### Task
Below is a set of records; print all of them exactly as written.

** Extracted entries follows **

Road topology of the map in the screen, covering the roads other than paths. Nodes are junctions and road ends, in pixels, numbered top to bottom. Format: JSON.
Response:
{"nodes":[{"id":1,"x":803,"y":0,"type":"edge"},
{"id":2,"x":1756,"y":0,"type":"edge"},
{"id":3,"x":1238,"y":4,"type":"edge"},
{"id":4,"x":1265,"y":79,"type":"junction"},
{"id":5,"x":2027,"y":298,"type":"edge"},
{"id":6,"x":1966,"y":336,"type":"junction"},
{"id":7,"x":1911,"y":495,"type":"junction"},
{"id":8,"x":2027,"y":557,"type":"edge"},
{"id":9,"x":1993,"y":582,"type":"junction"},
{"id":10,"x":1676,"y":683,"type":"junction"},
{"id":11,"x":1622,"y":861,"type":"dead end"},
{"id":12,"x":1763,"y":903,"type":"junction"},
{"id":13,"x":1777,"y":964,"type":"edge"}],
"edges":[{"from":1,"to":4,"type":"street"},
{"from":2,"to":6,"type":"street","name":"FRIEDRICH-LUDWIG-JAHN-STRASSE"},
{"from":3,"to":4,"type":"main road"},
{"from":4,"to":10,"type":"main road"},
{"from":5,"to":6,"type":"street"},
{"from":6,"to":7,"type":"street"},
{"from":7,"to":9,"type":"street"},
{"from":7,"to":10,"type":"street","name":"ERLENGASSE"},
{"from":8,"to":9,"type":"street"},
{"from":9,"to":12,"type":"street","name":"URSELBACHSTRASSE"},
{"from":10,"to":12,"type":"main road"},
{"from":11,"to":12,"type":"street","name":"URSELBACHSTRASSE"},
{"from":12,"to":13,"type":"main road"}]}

** End of Extracted entries **

### Finished exercise
Road topology of the map in the screen, covering the roads other than paths. Nodes are junctions and road ends, in pixels, numbered top to bottom. Format: JSON.
Response:
{"nodes":[{"id":1,"x":803,"y":0,"type":"edge"},
{"id":2,"x":1756,"y":0,"type":"edge"},
{"id":3,"x":1238,"y":4,"type":"edge"},
{"id":4,"x":1265,"y":79,"type":"junction"},
{"id":5,"x":2027,"y":298,"type":"edge"},
{"id":6,"x":1966,"y":336,"type":"junction"},
{"id":7,"x":1911,"y":495,"type":"junction"},
{"id":8,"x":2027,"y":557,"type":"edge"},
{"id":9,"x":1993,"y":582,"type":"junction"},
{"id":10,"x":1676,"y":683,"type":"junction"},
{"id":11,"x":1622,"y":861,"type":"dead end"},
{"id":12,"x":1763,"y":903,"type":"junction"},
{"id":13,"x":1777,"y":964,"type":"edge"}],
"edges":[{"from":1,"to":4,"type":"street"},
{"from":2,"to":6,"type":"street","name":"FRIEDRICH-LUDWIG-JAHN-STRASSE"},
{"from":3,"to":4,"type":"main road"},
{"from":4,"to":10,"type":"main road"},
{"from":5,"to":6,"type":"street"},
{"from":6,"to":7,"type":"street"},
{"from":7,"to":9,"type":"street"},
{"from":7,"to":10,"type":"street","name":"ERLENGASSE"},
{"from":8,"to":9,"type":"street"},
{"from":9,"to":12,"type":"street","name":"URSELBACHSTRASSE"},
{"from":10,"to":12,"type":"main road"},
{"from":11,"to":12,"type":"street","name":"URSELBACHSTRASSE"},
{"from":12,"to":13,"type":"main road"}]}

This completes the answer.